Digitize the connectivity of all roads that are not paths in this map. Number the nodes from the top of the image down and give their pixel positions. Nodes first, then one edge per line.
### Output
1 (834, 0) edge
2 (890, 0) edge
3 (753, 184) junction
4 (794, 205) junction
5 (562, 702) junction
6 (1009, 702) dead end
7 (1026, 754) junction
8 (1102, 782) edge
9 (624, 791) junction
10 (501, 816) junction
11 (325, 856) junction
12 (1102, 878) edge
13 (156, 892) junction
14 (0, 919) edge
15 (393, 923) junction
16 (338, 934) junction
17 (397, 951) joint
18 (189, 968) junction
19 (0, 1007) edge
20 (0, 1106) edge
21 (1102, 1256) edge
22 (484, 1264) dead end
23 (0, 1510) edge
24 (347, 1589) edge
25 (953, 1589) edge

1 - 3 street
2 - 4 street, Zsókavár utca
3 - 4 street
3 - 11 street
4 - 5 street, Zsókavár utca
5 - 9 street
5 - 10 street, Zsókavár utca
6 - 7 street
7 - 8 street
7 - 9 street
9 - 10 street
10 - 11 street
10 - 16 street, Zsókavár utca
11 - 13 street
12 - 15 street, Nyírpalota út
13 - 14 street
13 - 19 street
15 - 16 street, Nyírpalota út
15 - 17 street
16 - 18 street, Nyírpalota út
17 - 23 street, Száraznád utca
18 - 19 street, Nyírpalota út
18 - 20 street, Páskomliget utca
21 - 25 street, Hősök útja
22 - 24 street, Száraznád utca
+++
◆ WHAT THE TASK ASKS
Please copy out each line of the data in which the word "Száraznád" occurs.

◆ WRITTEN ANSWER
17 - 23 street, Száraznád utca
22 - 24 street, Száraznád utca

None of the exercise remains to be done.